• _Problem to solve_
Every line of the data below that holds the string "Hall" needs to be reported.

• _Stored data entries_
▼
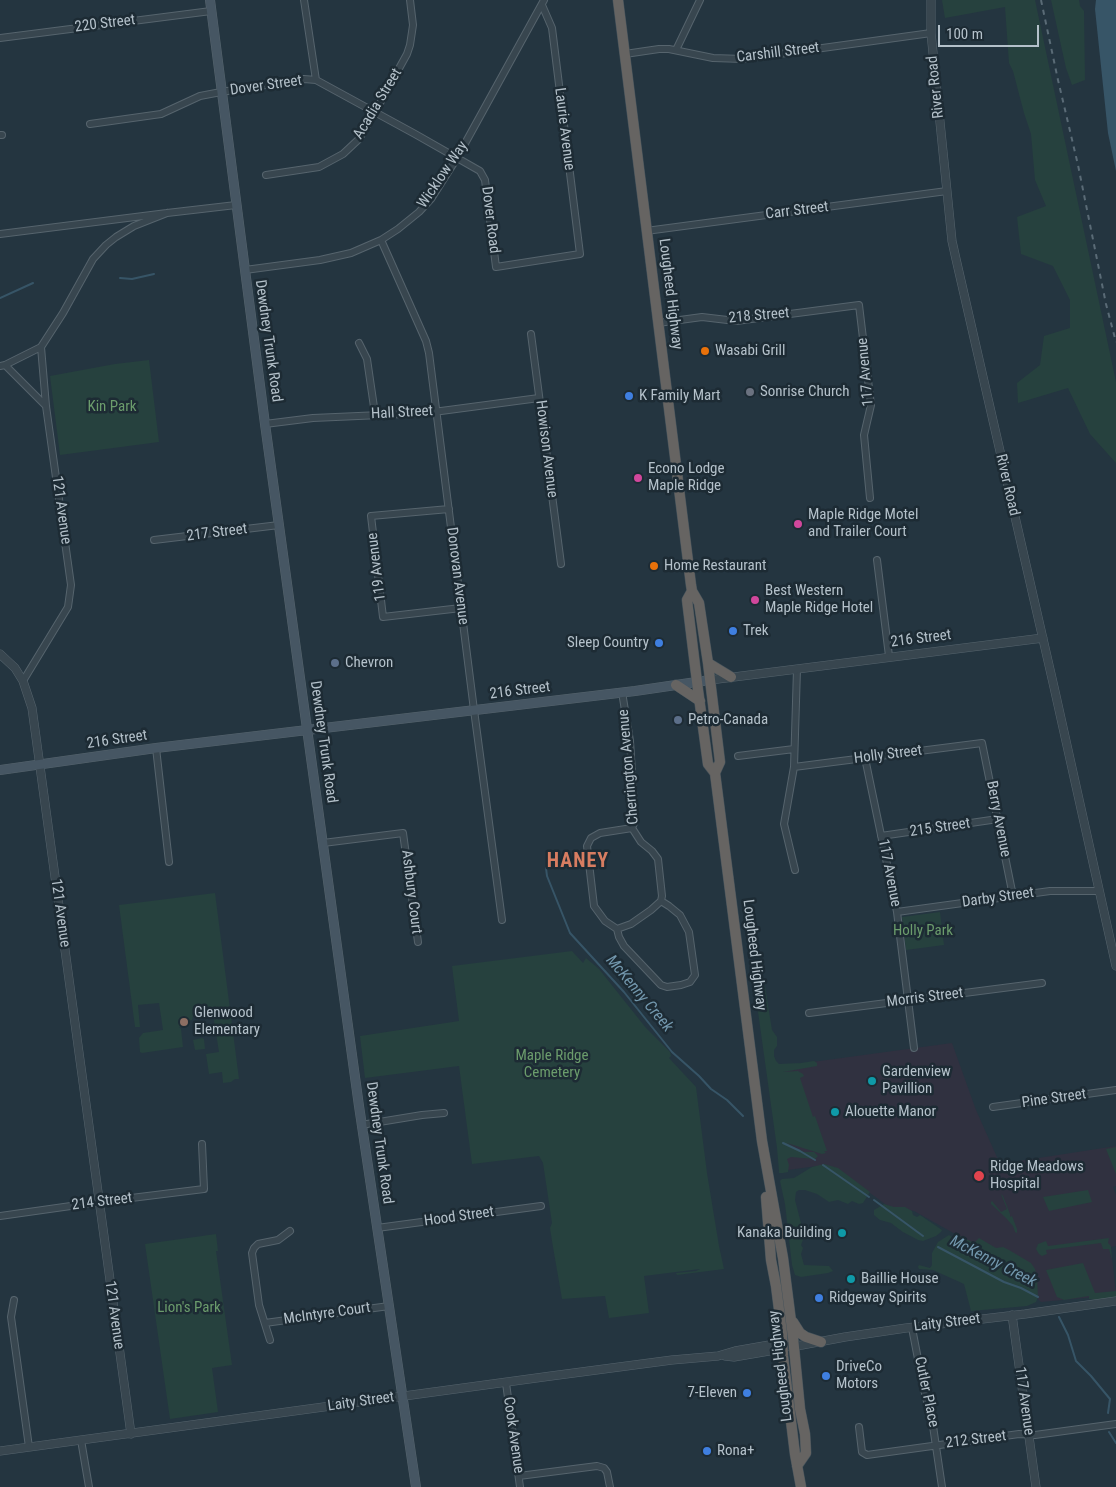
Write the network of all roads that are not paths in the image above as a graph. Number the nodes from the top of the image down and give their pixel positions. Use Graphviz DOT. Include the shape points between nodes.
graph roads {
  1 [pos="210,0"];
  2 [pos="304,0"];
  3 [pos="410,0"];
  4 [pos="618,0"];
  5 [pos="700,0"];
  6 [pos="931,0"];
  7 [pos="543,3"];
  8 [pos="211,11"];
  9 [pos="931,33"];
  10 [pos="0,38"];
  11 [pos="676,50"];
  12 [pos="624,54"];
  13 [pos="316,80"];
  14 [pos="221,92"];
  15 [pos="375,112"];
  16 [pos="90,124"];
  17 [pos="457,158"];
  18 [pos="266,175"];
  19 [pos="947,191"];
  20 [pos="236,205"];
  21 [pos="166,212"];
  22 [pos="646,231"];
  23 [pos="0,234"];
  24 [pos="381,240"];
  25 [pos="496,267"];
  26 [pos="245,270"];
  27 [pos="860,304"];
  28 [pos="658,322"];
  29 [pos="531,334"];
  30 [pos="359,343"];
  31 [pos="41,346"];
  32 [pos="2,366"];
  33 [pos="539,398"];
  34 [pos="46,406"];
  35 [pos="436,411"];
  36 [pos="375,414"];
  37 [pos="266,424"];
  38 [pos="870,498"];
  39 [pos="449,509"];
  40 [pos="280,525"];
  41 [pos="154,540"];
  42 [pos="877,560"];
  43 [pos="561,564"];
  44 [pos="692,591"];
  45 [pos="461,608"];
  46 [pos="1042,638"];
  47 [pos="0,654"];
  48 [pos="889,656"];
  49 [pos="708,663"];
  50 [pos="797,669"];
  51 [pos="731,677"];
  52 [pos="710,680"];
  53 [pos="23,681"];
  54 [pos="697,682"];
  55 [pos="676,685"];
  56 [pos="622,692"];
  57 [pos="700,700"];
  58 [pos="474,710"];
  59 [pos="308,729"];
  60 [pos="982,743"];
  61 [pos="156,748"];
  62 [pos="794,749"];
  63 [pos="738,756"];
  64 [pos="865,758"];
  65 [pos="41,765"];
  66 [pos="794,767"];
  67 [pos="0,770"];
  68 [pos="715,773"];
  69 [pos="998,820"];
  70 [pos="632,828"];
  71 [pos="882,836"];
  72 [pos="323,843"];
  73 [pos="169,862"];
  74 [pos="795,870"];
  75 [pos="1099,890"];
  76 [pos="1013,896"];
  77 [pos="661,901"];
  78 [pos="897,912"];
  79 [pos="502,920"];
  80 [pos="617,930"];
  81 [pos="418,942"];
  82 [pos="1116,966"];
  83 [pos="1042,983"];
  84 [pos="908,1000"];
  85 [pos="809,1013"];
  86 [pos="914,1048"];
  87 [pos="1116,1090"];
  88 [pos="993,1107"];
  89 [pos="444,1113"];
  90 [pos="362,1125"];
  91 [pos="762,1141"];
  92 [pos="202,1144"];
  93 [pos="99,1202"];
  94 [pos="541,1206"];
  95 [pos="0,1216"];
  96 [pos="377,1228"];
  97 [pos="290,1231"];
  98 [pos="14,1300"];
  99 [pos="1116,1301"];
  100 [pos="389,1306"];
  101 [pos="1012,1315"];
  102 [pos="790,1318"];
  103 [pos="265,1323"];
  104 [pos="912,1328"];
  105 [pos="270,1340"];
  106 [pos="821,1342"];
  107 [pos="785,1346"];
  108 [pos="506,1382"];
  109 [pos="403,1397"];
  110 [pos="1116,1424"];
  111 [pos="859,1427"];
  112 [pos="131,1434"];
  113 [pos="1028,1434"];
  114 [pos="81,1440"];
  115 [pos="936,1445"];
  116 [pos="29,1448"];
  117 [pos="0,1451"];
  118 [pos="519,1476"];
  119 [pos="89,1487"];
  120 [pos="416,1487"];
  121 [pos="520,1487"];
  122 [pos="610,1487"];
  123 [pos="801,1487"];
  124 [pos="942,1487"];
  125 [pos="1036,1487"];
  1 -- 8 [label="main road, Dewdney Trunk Road"];
  2 -- 13 [label="street"];
  3 -- 15 [label="street, Acadia Street" via="413,24 410,45"];
  4 -- 12 [label="highway, Lougheed Highway"];
  5 -- 11 [label="street"];
  6 -- 9 [label="street, River Road"];
  7 -- 17 [label="street, Wicklow Way"];
  7 -- 25 [label="street, Laurie Avenue" via="552,28 580,254"];
  8 -- 10 [label="street, 220 Street"];
  8 -- 14 [label="main road, Dewdney Trunk Road"];
  9 -- 11 [label="street, Carshill Street" via="743,59 713,58"];
  9 -- 19 [label="street, River Road"];
  11 -- 12 [label="street, Carshill Street"];
  12 -- 22 [label="highway, Lougheed Highway"];
  13 -- 14 [label="street, Dover Street"];
  13 -- 15 [label="street, Dover Street"];
  14 -- 16 [label="street, Dover Street" via="200,96 161,114"];
  14 -- 20 [label="main road, Dewdney Trunk Road"];
  15 -- 17 [label="street, Dover Street"];
  15 -- 18 [label="street, Acadia Street" via="359,139 335,160 319,167"];
  17 -- 24 [label="street, Wicklow Way" via="426,205"];
  17 -- 25 [label="street, Dover Road" via="480,170 483,175"];
  19 -- 22 [label="street, Carr Street"];
  19 -- 46 [label="street, River Road" via="956,259"];
  20 -- 21 [label="street"];
  20 -- 26 [label="main road, Dewdney Trunk Road"];
  21 -- 23 [label="street"];
  21 -- 31 [label="street" via="116,237 93,259"];
  22 -- 28 [label="highway, Lougheed Highway"];
  24 -- 26 [label="street, Wicklow Way" via="334,258"];
  24 -- 35 [label="street, Donovan Avenue" via="426,341"];
  26 -- 37 [label="main road, Dewdney Trunk Road"];
  27 -- 28 [label="street, 218 Street" via="736,321 702,317"];
  27 -- 38 [label="street, 117 Avenue" via="871,405 864,435"];
  28 -- 44 [label="highway, Lougheed Highway"];
  29 -- 33 [label="street, Howison Avenue"];
  30 -- 36 [label="street" via="367,359"];
  31 -- 32 [label="street"];
  31 -- 34 [label="street, 121 Avenue"];
  32 -- 34 [label="street"];
  33 -- 35 [label="street, Hall Street"];
  33 -- 43 [label="street, Howison Avenue"];
  34 -- 53 [label="street, 121 Avenue" via="71,585 68,607"];
  35 -- 36 [label="street, Hall Street"];
  35 -- 39 [label="street, Donovan Avenue"];
  36 -- 37 [label="street, Hall Street"];
  37 -- 40 [label="main road, Dewdney Trunk Road"];
  39 -- 45 [label="street, Donovan Avenue"];
  39 -- 45 [label="street, 119 Avenue" via="371,516 383,617"];
  40 -- 41 [label="street, 217 Street"];
  40 -- 59 [label="main road, Dewdney Trunk Road"];
  42 -- 48 [label="street"];
  44 -- 49 [label="highway, Lougheed Highway" via="699,603"];
  44 -- 54 [label="highway, Lougheed Highway" via="687,600"];
  45 -- 58 [label="street, Donovan Avenue"];
  46 -- 48 [label="street, 216 Street"];
  46 -- 75 [label="street, River Road"];
  47 -- 53 [label="street"];
  48 -- 50 [label="street, 216 Street"];
  49 -- 51 [label="highway"];
  49 -- 52 [label="highway, Lougheed Highway"];
  50 -- 51 [label="street, 216 Street"];
  50 -- 62 [label="street"];
  51 -- 52 [label="street, 216 Street"];
  52 -- 54 [label="main road, 216 Street"];
  52 -- 68 [label="highway, Lougheed Highway" via="720,762"];
  53 -- 65 [label="street, 121 Avenue" via="32,708"];
  54 -- 55 [label="main road, 216 Street"];
  54 -- 57 [label="highway, Lougheed Highway"];
  55 -- 56 [label="main road, 216 Street"];
  55 -- 57 [label="highway"];
  56 -- 58 [label="main road, 216 Street"];
  56 -- 70 [label="street, Cherrington Avenue" via="630,741 635,821"];
  57 -- 68 [label="highway, Lougheed Highway" via="708,764"];
  58 -- 59 [label="main road, 216 Street"];
  58 -- 79 [label="street, Donovan Avenue"];
  59 -- 61 [label="main road, 216 Street"];
  59 -- 72 [label="main road, Dewdney Trunk Road"];
  60 -- 64 [label="street, Holly Street"];
  60 -- 69 [label="street, Berry Avenue"];
  61 -- 65 [label="main road, 216 Street"];
  61 -- 73 [label="street"];
  62 -- 63 [label="street"];
  62 -- 66 [label="street"];
  64 -- 66 [label="street, Holly Street"];
  64 -- 71 [label="street, 117 Avenue"];
  65 -- 67 [label="main road, 216 Street"];
  65 -- 93 [label="street, 121 Avenue"];
  66 -- 74 [label="street" via="784,824"];
  68 -- 91 [label="highway, Lougheed Highway"];
  69 -- 71 [label="street, 215 Street"];
  69 -- 76 [label="street, Berry Avenue"];
  70 -- 77 [label="street, Cherrington Avenue" via="658,859"];
  70 -- 80 [label="street" via="600,833 591,838 587,846 594,906 605,922"];
  71 -- 78 [label="street, 117 Avenue"];
  72 -- 81 [label="street, Ashbury Court" via="404,833"];
  72 -- 90 [label="main road, Dewdney Trunk Road"];
  75 -- 76 [label="street, Darby Street"];
  75 -- 82 [label="street, River Road"];
  76 -- 78 [label="street, Darby Street"];
  77 -- 80 [label="street" via="631,924"];
  77 -- 80 [label="street" via="680,915 689,932 694,975 690,982 681,986 661,985 624,946"];
  78 -- 84 [label="street, 117 Avenue"];
  83 -- 84 [label="street, Morris Street"];
  84 -- 85 [label="street, Morris Street"];
  84 -- 86 [label="street, 117 Avenue"];
  87 -- 88 [label="street, Pine Street"];
  89 -- 90 [label="street"];
  90 -- 96 [label="main road, Dewdney Trunk Road"];
  91 -- 102 [label="highway, Lougheed Highway"];
  91 -- 107 [label="highway, Lougheed Highway" via="771,1260"];
  92 -- 93 [label="street, 214 Street" via="204,1189"];
  93 -- 95 [label="street, 214 Street"];
  93 -- 112 [label="street, 121 Avenue"];
  94 -- 96 [label="street, Hood Street"];
  96 -- 100 [label="main road, Dewdney Trunk Road"];
  97 -- 103 [label="street, McIntyre Court" via="278,1240 258,1244 252,1253"];
  98 -- 116 [label="street" via="11,1316"];
  99 -- 101 [label="street, Laity Street"];
  100 -- 103 [label="street, McIntyre Court"];
  100 -- 109 [label="main road, Dewdney Trunk Road"];
  101 -- 104 [label="street, Laity Street"];
  101 -- 113 [label="street, 117 Avenue"];
  102 -- 106 [label="highway" via="800,1333"];
  102 -- 107 [label="highway, Lougheed Highway"];
  103 -- 105 [label="street, McIntyre Court"];
  104 -- 106 [label="street, Laity Street"];
  104 -- 115 [label="street, Cutler Place"];
  106 -- 107 [label="street, Laity Street"];
  107 -- 108 [label="street, Laity Street" via="734,1357 723,1355 672,1360"];
  107 -- 123 [label="highway, Lougheed Highway" via="806,1452 797,1466"];
  108 -- 109 [label="street, Laity Street"];
  108 -- 118 [label="street, Cook Avenue"];
  109 -- 112 [label="street, Laity Street"];
  109 -- 120 [label="main road, Dewdney Trunk Road"];
  110 -- 113 [label="street, 212 Street"];
  111 -- 115 [label="street, 212 Street" via="864,1454"];
  112 -- 114 [label="street, Laity Street"];
  113 -- 115 [label="street, 212 Street"];
  113 -- 125 [label="street, 117 Avenue"];
  114 -- 116 [label="street, Laity Street"];
  114 -- 119 [label="street"];
  115 -- 124 [label="street, Cutler Place"];
  116 -- 117 [label="street, Laity Street"];
  118 -- 121 [label="street, Cook Avenue"];
  118 -- 122 [label="street" via="597,1466 607,1472"];
}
▲
• _Completed exercise_
  33 -- 35 [label="street, Hall Street"];
  35 -- 36 [label="street, Hall Street"];
  36 -- 37 [label="street, Hall Street"];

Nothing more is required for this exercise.